宁豫不知道谢枞舟说的是什么人,但她清晰的在他身上感觉到了痛苦。
是他这种玩世不恭的公子哥身上从来没看到过的痛苦。
这是他今天缺席誓师大会的原因吗,因为和他约定的那个人失约了?
但究竟是谁,能被谢枞舟郑重到称呼其为‘另一半’。
在十八岁的青春年少里,为什么会用这样的词汇?
宁豫后来想过这个问题,很鬼使神差莫名其妙的想过……大抵是因为那天的谢枞舟太怪异了。
拥有他身上不曾出现过的失落,痛苦,怀念,甚至是绝望。
然而这种怪异也只限定于誓师大会那天罢了。
之后的谢枞舟,又是那个比谁都玩笑人间的公子哥,少爷。
宁豫失去了对这件事情短暂的好奇,同样当作燕过水无痕的插曲。
但怎么说自己当时也是认真好奇过谢枞舟口中的另一半是谁。
是他喜欢的人?初恋?还是什么情谊深厚的青梅竹马?发小?
现在她知道了,一定是谢枞卓。
想到谢枞舟那畸形的家庭关系,宁豫心里就一阵的揪紧。
糟糕,她好像真的有点心疼他了。
生活在一个不正常的家庭里,偶尔思维偏激离奇了一些,好像也不是不能被原谅的。
宁豫清晰的察觉自己在动摇,她看着一直攥在手机里的手机,有种冲动想给谢枞舟打电话。
今天是小年,他肯定在等。
看到手机上的八点半,她才发现自己不知不觉居然发呆一个多小时了。
宁豫皱眉,不满于自己的浪费时间,找到通讯录里谢枞舟的电话——
然而在她拨过去之前横插进来一通电话,是常乐儿。
她愣了下,没有犹豫的接起来。
“四姐!”电话对面的常乐儿声音很激动,边说边哭:“我、我妈不见了,她不在医院,她她她……”
“乐儿,你冷静点。
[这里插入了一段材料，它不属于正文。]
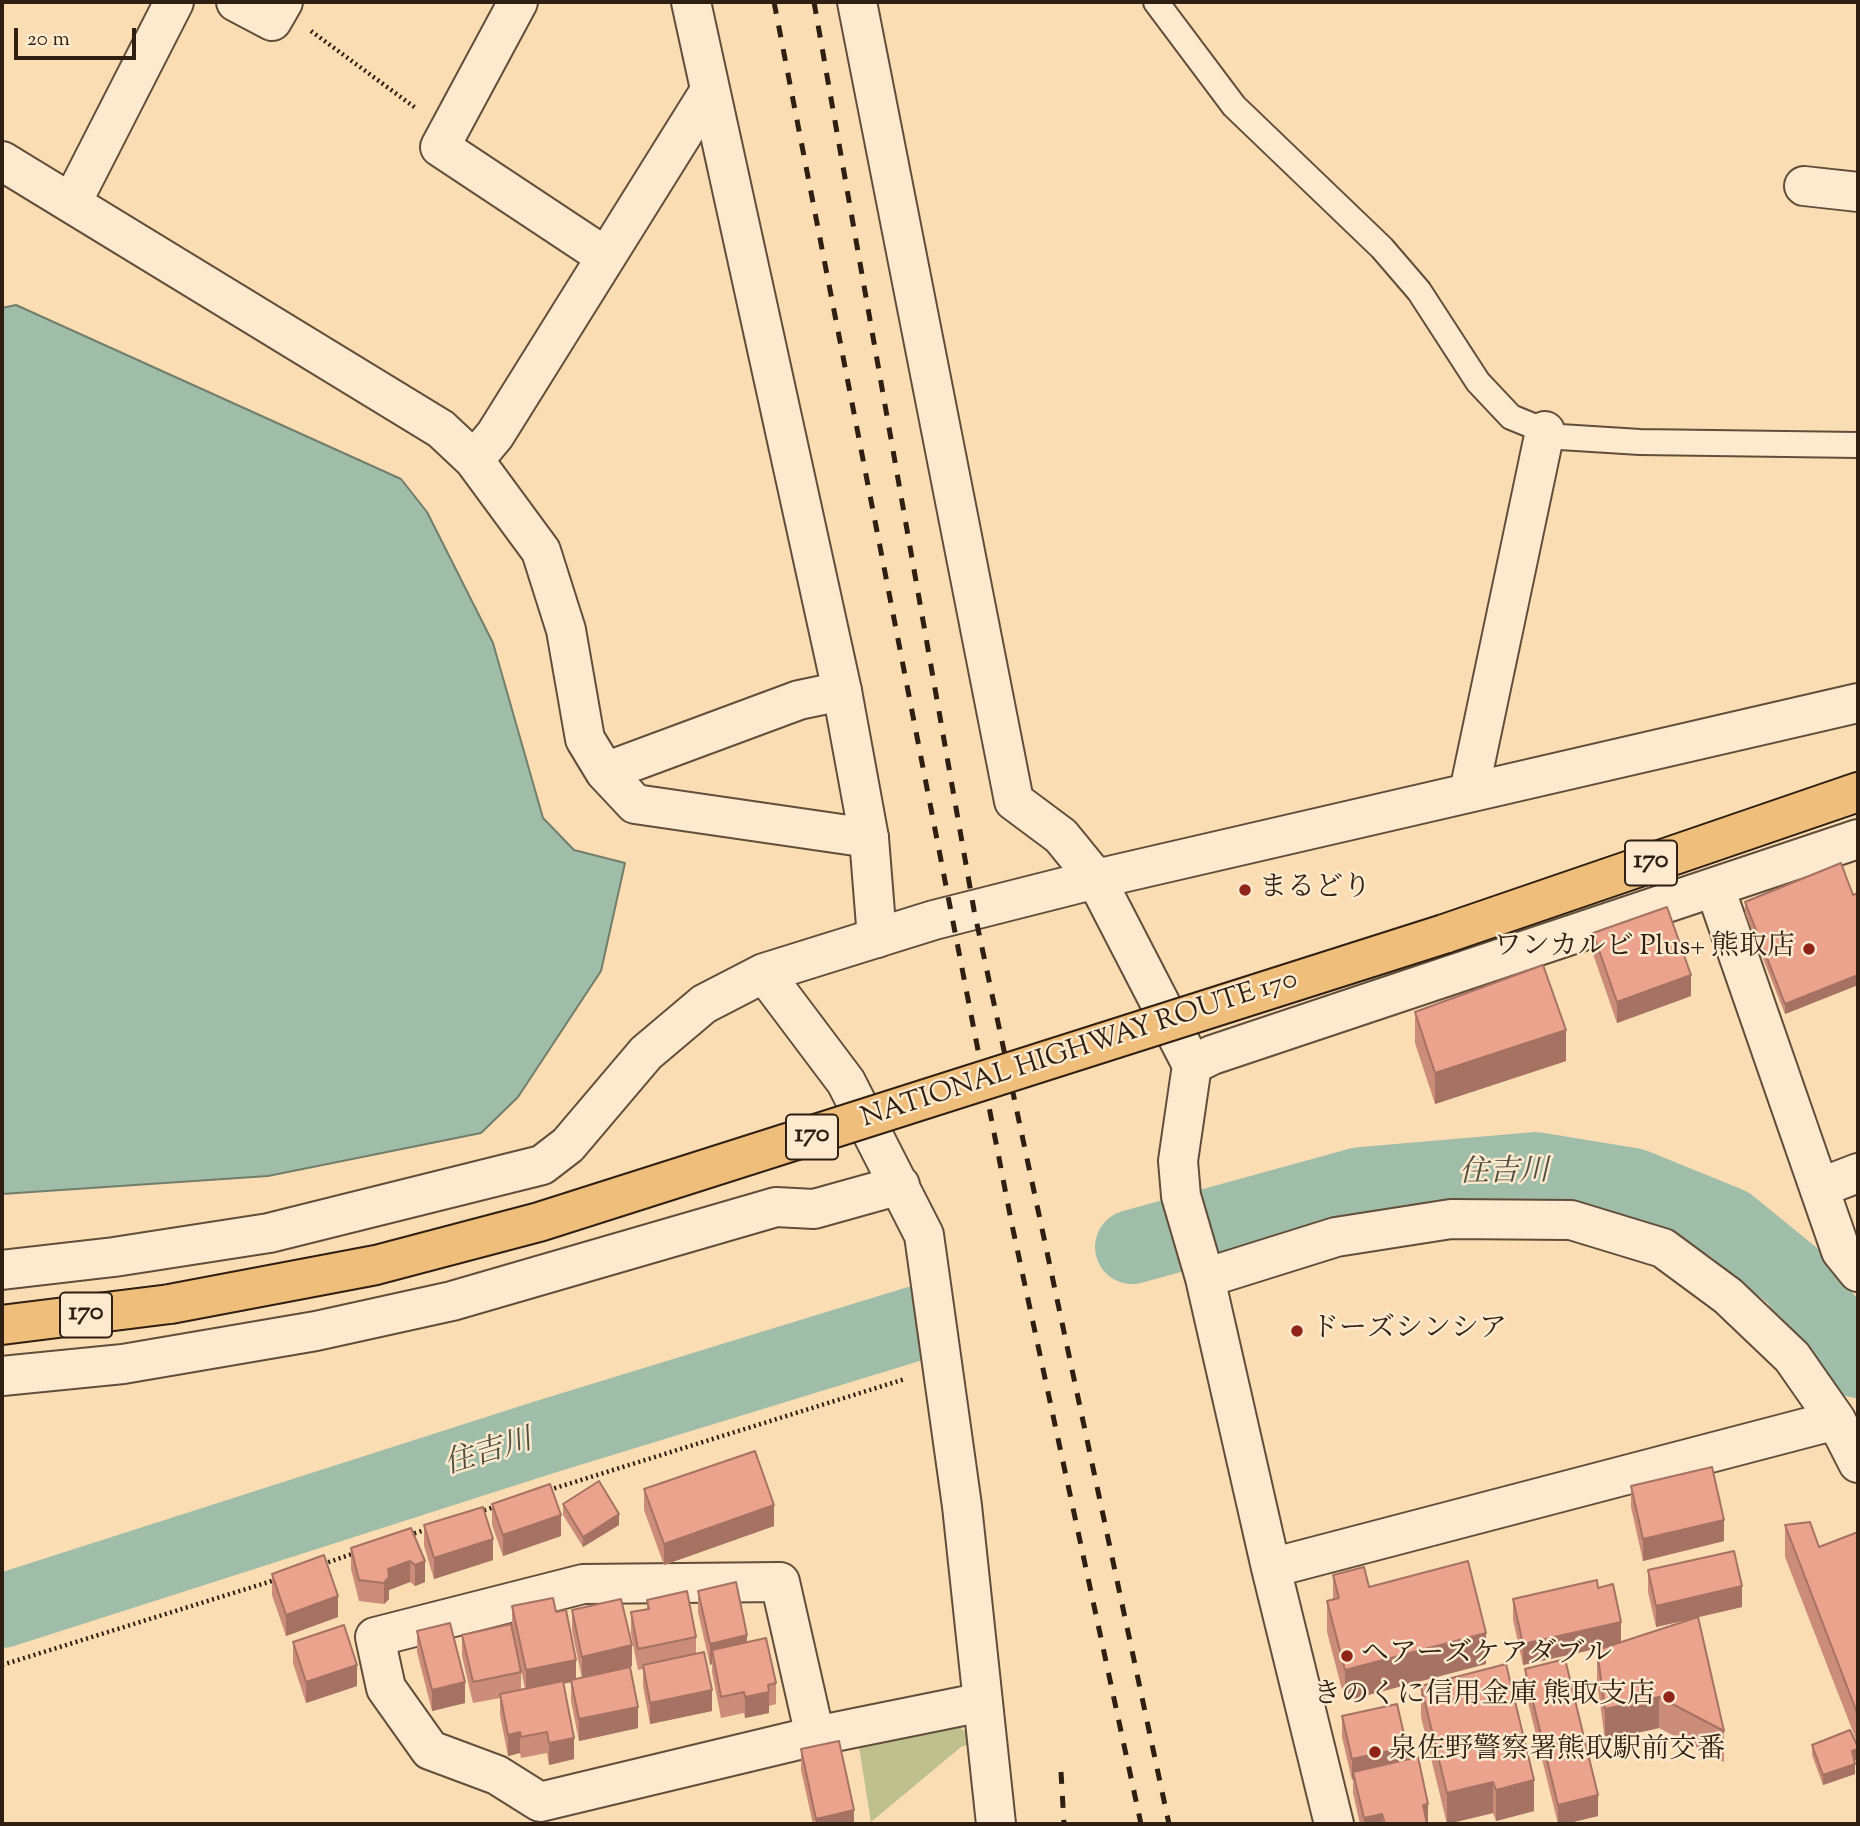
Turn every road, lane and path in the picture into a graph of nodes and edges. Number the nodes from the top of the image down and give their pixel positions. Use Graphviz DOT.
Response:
graph roads {
  1 [pos="174,2"];
  2 [pos="236,2"];
  3 [pos="518,2"];
  4 [pos="691,2"];
  5 [pos="857,2"];
  6 [pos="1156,2"];
  7 [pos="281,5"];
  8 [pos="709,92"];
  9 [pos="448,131"];
  10 [pos="2,161"];
  11 [pos="1804,186"];
  12 [pos="1858,192"];
  13 [pos="72,202"];
  14 [pos="606,257"];
  15 [pos="1545,431"];
  16 [pos="1858,444"];
  17 [pos="474,460"];
  18 [pos="842,691"];
  19 [pos="1858,703"];
  20 [pos="605,772"];
  21 [pos="1469,792"];
  22 [pos="1858,792"];
  23 [pos="869,838"];
  24 [pos="1858,839"];
  25 [pos="1096,878"];
  26 [pos="1715,888"];
  27 [pos="877,938"];
  28 [pos="764,973"];
  29 [pos="1192,1065"];
  30 [pos="1858,1173"];
  31 [pos="900,1185"];
  32 [pos="1819,1188"];
  33 [pos="2,1270"];
  34 [pos="1858,1272"];
  35 [pos="1205,1278"];
  36 [pos="2,1325"];
  37 [pos="945,1372"];
  38 [pos="2,1376"];
  39 [pos="1836,1420"];
  40 [pos="1858,1463"];
  41 [pos="541,1492"];
  42 [pos="502,1504"];
  43 [pos="476,1513"];
  44 [pos="438,1525"];
  45 [pos="399,1538"];
  46 [pos="360,1551"];
  47 [pos="322,1564"];
  48 [pos="1271,1568"];
  49 [pos="283,1577"];
  50 [pos="2,1665"];
  51 [pos="983,1702"];
  52 [pos="815,1736"];
  53 [pos="996,1824"];
  54 [pos="1334,1824"];
  1 -- 13 [label="street"];
  2 -- 7 [label="street"];
  3 -- 9 [label="street"];
  4 -- 8 [label="street"];
  5 -- 25 [label="street"];
  6 -- 15 [label="lane"];
  7 -- 9 [label="path"];
  8 -- 14 [label="street"];
  8 -- 18 [label="street"];
  9 -- 14 [label="street"];
  10 -- 13 [label="street"];
  11 -- 12 [label="street"];
  13 -- 17 [label="street"];
  14 -- 17 [label="street"];
  15 -- 16 [label="lane"];
  15 -- 21 [label="street"];
  17 -- 20 [label="street"];
  18 -- 20 [label="street"];
  18 -- 23 [label="street"];
  19 -- 21 [label="street"];
  20 -- 23 [label="street"];
  21 -- 25 [label="street"];
  22 -- 36 [label="highway, NATIONAL HIGHWAY ROUTE 170 / 170, bridge"];
  23 -- 27 [label="street"];
  24 -- 26 [label="street"];
  25 -- 27 [label="street"];
  25 -- 29 [label="street"];
  26 -- 29 [label="street"];
  26 -- 32 [label="street"];
  27 -- 28 [label="street"];
  28 -- 31 [label="street"];
  28 -- 33 [label="street"];
  29 -- 35 [label="street"];
  30 -- 32 [label="street"];
  31 -- 37 [label="street"];
  31 -- 38 [label="street"];
  32 -- 34 [label="street"];
  35 -- 39 [label="street"];
  35 -- 48 [label="street"];
  37 -- 41 [label="path"];
  37 -- 51 [label="street"];
  39 -- 40 [label="street"];
  39 -- 48 [label="street"];
  42 -- 43 [label="path"];
  44 -- 45 [label="path"];
  46 -- 47 [label="path"];
  48 -- 54 [label="street"];
  49 -- 50 [label="path"];
  51 -- 52 [label="street"];
  51 -- 53 [label="street"];
  52 -- 52 [label="street"];
}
”宁豫忙安抚她:“有话慢慢说。”
“她一直是住在高危病房的,医生说她的身体离开那些乱七八糟的仪器根本不行。”常乐儿却止不住哭声,哽咽着:“四姐,我就是出去买个早餐的时间,回来她就不见了,我找遍了医生和护士那里也找不到她!”
宁豫眉头一跳,意识到事情严重了。
一个身患绝症的女人偷偷离开医院能去的地方范围太窄了,很有可能就是抱着轻生的念头。
“乐儿,别急。”宁豫一边站起来穿衣服往外走,一边有条不紊的问她:“你不是给你妈妈请了二十四小时的护工吗,你问过她阿姨有什么异样吗?”